╭──
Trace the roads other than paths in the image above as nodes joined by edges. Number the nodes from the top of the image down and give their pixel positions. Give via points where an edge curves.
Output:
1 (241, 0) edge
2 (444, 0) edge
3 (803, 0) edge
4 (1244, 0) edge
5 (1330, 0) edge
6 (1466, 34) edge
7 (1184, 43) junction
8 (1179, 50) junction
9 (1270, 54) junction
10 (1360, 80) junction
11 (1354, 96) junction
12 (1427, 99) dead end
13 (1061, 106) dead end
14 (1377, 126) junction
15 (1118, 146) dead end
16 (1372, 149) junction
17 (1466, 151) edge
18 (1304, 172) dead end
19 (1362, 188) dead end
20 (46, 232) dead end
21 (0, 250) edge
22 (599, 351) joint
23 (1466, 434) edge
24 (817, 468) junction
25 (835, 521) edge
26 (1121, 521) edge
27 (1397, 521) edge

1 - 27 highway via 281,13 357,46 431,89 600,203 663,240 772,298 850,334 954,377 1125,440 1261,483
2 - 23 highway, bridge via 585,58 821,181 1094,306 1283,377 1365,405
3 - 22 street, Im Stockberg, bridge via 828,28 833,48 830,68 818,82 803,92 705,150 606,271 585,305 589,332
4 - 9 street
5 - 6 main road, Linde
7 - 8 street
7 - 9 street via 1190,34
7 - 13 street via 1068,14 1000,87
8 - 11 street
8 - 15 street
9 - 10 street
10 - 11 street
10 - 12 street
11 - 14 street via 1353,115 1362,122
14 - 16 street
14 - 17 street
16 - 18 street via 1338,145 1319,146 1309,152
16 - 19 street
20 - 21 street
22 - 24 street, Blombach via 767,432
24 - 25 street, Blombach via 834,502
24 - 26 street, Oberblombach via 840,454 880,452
╰──
╭──
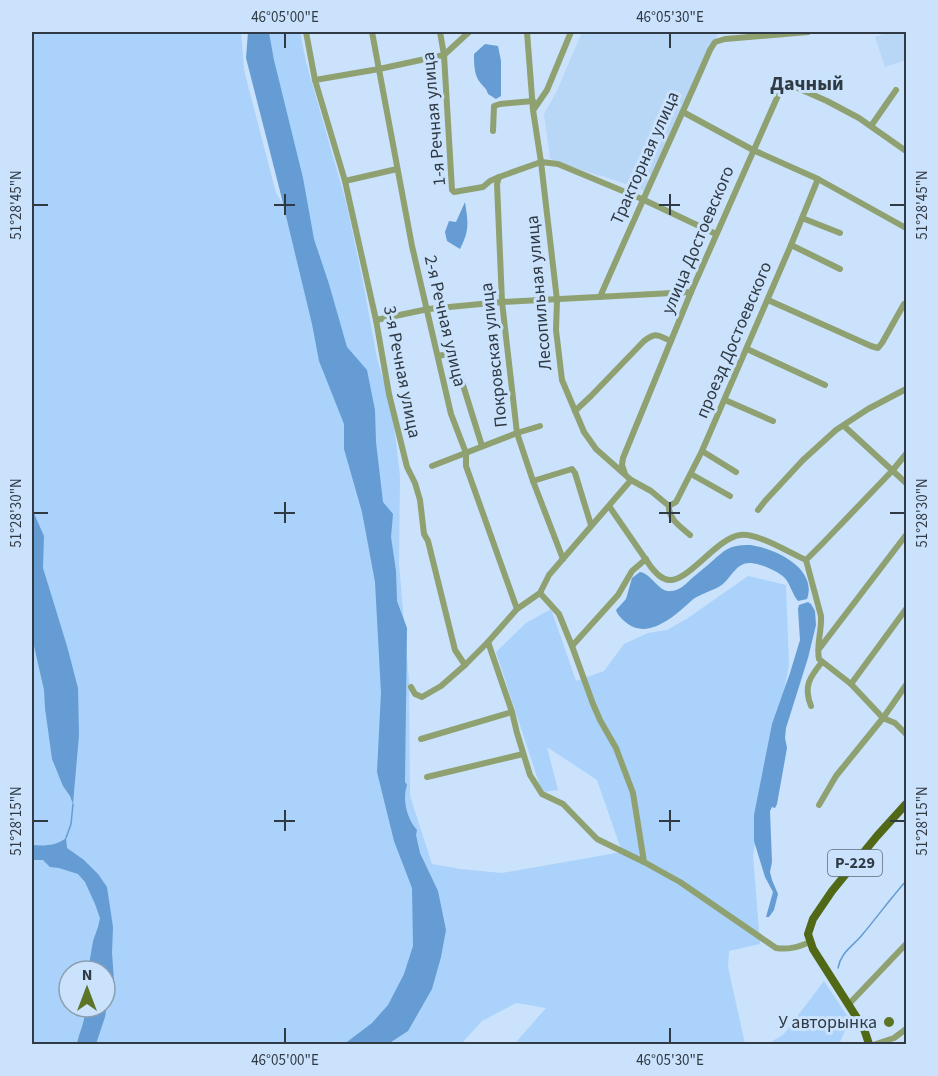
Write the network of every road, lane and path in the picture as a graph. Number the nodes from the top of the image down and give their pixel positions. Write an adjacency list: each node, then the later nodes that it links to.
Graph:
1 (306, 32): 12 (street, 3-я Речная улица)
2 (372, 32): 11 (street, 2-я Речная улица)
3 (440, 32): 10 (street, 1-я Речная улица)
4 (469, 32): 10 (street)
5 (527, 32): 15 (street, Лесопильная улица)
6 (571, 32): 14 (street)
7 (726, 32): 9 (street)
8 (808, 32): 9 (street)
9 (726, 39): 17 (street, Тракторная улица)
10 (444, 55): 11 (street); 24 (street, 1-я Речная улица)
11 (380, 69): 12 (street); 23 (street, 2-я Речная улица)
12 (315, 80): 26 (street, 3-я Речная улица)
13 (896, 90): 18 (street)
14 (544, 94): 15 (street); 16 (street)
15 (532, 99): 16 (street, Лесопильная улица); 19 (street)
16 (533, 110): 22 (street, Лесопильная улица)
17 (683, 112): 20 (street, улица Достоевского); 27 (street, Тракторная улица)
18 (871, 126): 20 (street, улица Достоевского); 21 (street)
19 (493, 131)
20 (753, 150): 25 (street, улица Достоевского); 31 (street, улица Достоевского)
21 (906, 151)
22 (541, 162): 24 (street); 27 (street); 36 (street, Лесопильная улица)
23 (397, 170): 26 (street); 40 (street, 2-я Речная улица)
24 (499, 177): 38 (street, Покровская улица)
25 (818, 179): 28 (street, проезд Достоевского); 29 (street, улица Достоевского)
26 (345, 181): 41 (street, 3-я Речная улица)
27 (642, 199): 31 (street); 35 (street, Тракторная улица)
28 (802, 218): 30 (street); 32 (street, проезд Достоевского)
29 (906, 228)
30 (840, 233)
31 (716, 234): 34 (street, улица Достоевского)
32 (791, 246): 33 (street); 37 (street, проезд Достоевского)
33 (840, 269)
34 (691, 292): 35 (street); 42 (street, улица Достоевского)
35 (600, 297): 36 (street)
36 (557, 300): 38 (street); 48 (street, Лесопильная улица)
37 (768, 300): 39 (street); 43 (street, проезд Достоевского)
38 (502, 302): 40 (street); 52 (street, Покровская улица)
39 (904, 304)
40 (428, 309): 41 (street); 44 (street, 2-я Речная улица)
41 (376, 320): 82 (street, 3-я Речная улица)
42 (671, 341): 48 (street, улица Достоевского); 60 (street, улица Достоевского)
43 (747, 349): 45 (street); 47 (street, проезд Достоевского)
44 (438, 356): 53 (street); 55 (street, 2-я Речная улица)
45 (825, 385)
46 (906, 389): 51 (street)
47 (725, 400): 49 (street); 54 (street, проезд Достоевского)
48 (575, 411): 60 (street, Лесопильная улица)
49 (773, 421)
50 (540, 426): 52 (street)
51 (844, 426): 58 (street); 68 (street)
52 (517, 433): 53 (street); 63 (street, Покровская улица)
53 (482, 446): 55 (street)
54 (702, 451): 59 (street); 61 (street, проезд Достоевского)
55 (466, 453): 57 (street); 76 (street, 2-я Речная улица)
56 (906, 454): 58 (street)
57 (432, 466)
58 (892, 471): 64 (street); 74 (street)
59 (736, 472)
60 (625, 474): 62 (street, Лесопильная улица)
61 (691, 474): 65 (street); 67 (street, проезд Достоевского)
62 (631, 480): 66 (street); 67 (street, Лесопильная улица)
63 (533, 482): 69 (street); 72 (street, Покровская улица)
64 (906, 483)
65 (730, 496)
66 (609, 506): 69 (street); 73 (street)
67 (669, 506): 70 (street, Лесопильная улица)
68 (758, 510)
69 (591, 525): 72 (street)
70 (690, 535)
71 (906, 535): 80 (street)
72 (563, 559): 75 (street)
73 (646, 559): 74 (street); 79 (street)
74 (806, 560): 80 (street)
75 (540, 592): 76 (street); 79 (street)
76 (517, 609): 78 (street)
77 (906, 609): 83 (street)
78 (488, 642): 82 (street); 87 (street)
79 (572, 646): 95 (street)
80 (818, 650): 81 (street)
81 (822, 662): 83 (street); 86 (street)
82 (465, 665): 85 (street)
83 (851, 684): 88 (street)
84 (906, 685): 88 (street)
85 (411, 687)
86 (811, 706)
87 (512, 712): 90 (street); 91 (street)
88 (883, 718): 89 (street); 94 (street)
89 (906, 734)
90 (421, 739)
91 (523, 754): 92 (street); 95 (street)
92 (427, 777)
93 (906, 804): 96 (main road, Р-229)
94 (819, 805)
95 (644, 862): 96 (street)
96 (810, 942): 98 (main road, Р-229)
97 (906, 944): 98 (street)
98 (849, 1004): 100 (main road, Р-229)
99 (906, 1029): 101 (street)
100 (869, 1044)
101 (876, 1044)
╰──
> [Task to carry out] What lines of the data include the word "Покровская"? Copy each of them.

> [Answer area]
24 (499, 177): 38 (street, Покровская улица)
38 (502, 302): 40 (street); 52 (street, Покровская улица)
52 (517, 433): 53 (street); 63 (street, Покровская улица)
63 (533, 482): 69 (street); 72 (street, Покровская улица)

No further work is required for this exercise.